** Work order **
Leaving the images out, output each entry below exactly.

%%

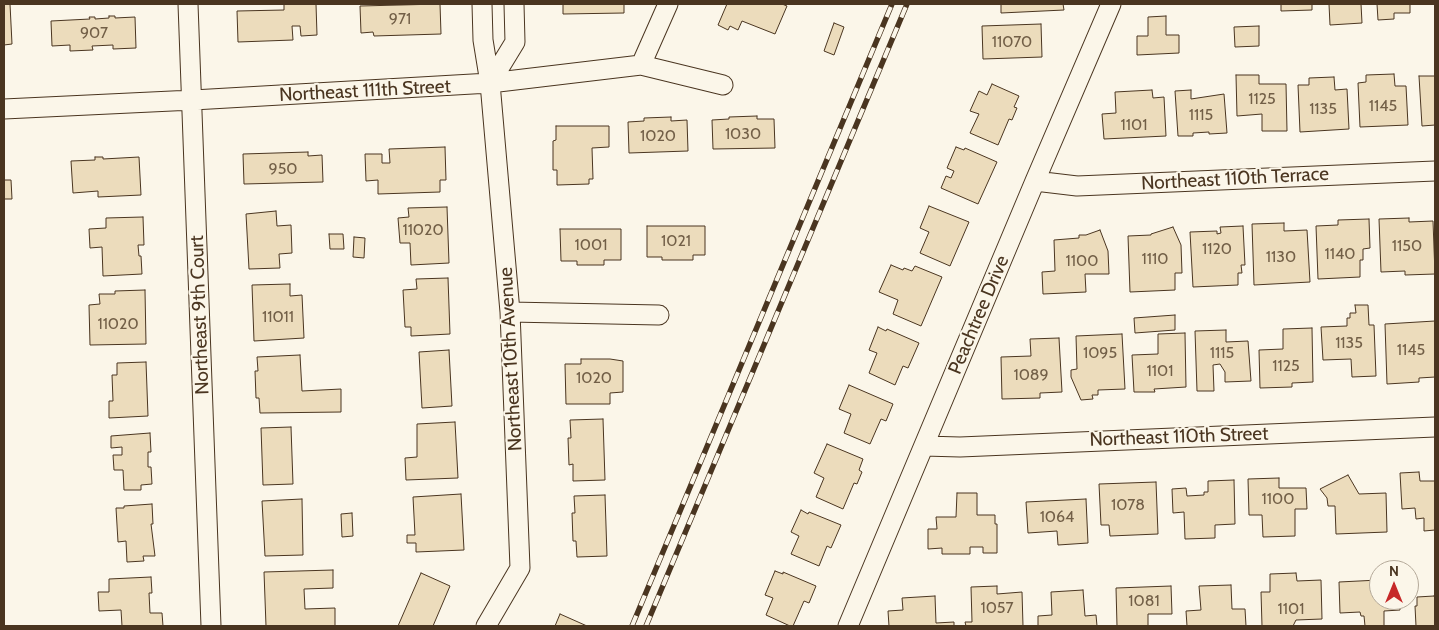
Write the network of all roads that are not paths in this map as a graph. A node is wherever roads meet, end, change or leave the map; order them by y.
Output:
1 (188, 4) edge
2 (482, 4) edge
3 (514, 4) edge
4 (668, 4) edge
5 (1111, 4) edge
6 (641, 65) junction
7 (490, 83) junction
8 (723, 85) dead end
9 (193, 100) junction
10 (4, 108) edge
11 (1435, 170) edge
12 (1035, 180) junction
13 (510, 312) junction
14 (659, 315) dead end
15 (1435, 427) edge
16 (924, 446) junction
17 (211, 626) edge
18 (486, 626) edge
19 (848, 626) edge

1 - 9 street, Northeast 9th Court
2 - 7 street, Northeast 10th Avenue
3 - 7 street
4 - 6 street
5 - 12 street, Peachtree Drive
6 - 7 street, Northeast 111th Street
6 - 8 street, Northeast 111th Street
7 - 9 street, Northeast 111th Street
7 - 13 street, Northeast 10th Avenue
9 - 10 street, Northeast 111th Street
9 - 17 street, Northeast 9th Court
11 - 12 street, Northeast 110th Terrace
12 - 16 street, Peachtree Drive
13 - 14 street
13 - 18 street, Northeast 10th Avenue
15 - 16 street, Northeast 110th Street
16 - 19 street, Peachtree Drive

%%

** Final answer **
Write the network of all roads that are not paths in this map as a graph. A node is wherever roads meet, end, change or leave the map; order them by y.
Output:
1 (188, 4) edge
2 (482, 4) edge
3 (514, 4) edge
4 (668, 4) edge
5 (1111, 4) edge
6 (641, 65) junction
7 (490, 83) junction
8 (723, 85) dead end
9 (193, 100) junction
10 (4, 108) edge
11 (1435, 170) edge
12 (1035, 180) junction
13 (510, 312) junction
14 (659, 315) dead end
15 (1435, 427) edge
16 (924, 446) junction
17 (211, 626) edge
18 (486, 626) edge
19 (848, 626) edge

1 - 9 street, Northeast 9th Court
2 - 7 street, Northeast 10th Avenue
3 - 7 street
4 - 6 street
5 - 12 street, Peachtree Drive
6 - 7 street, Northeast 111th Street
6 - 8 street, Northeast 111th Street
7 - 9 street, Northeast 111th Street
7 - 13 street, Northeast 10th Avenue
9 - 10 street, Northeast 111th Street
9 - 17 street, Northeast 9th Court
11 - 12 street, Northeast 110th Terrace
12 - 16 street, Peachtree Drive
13 - 14 street
13 - 18 street, Northeast 10th Avenue
15 - 16 street, Northeast 110th Street
16 - 19 street, Peachtree Drive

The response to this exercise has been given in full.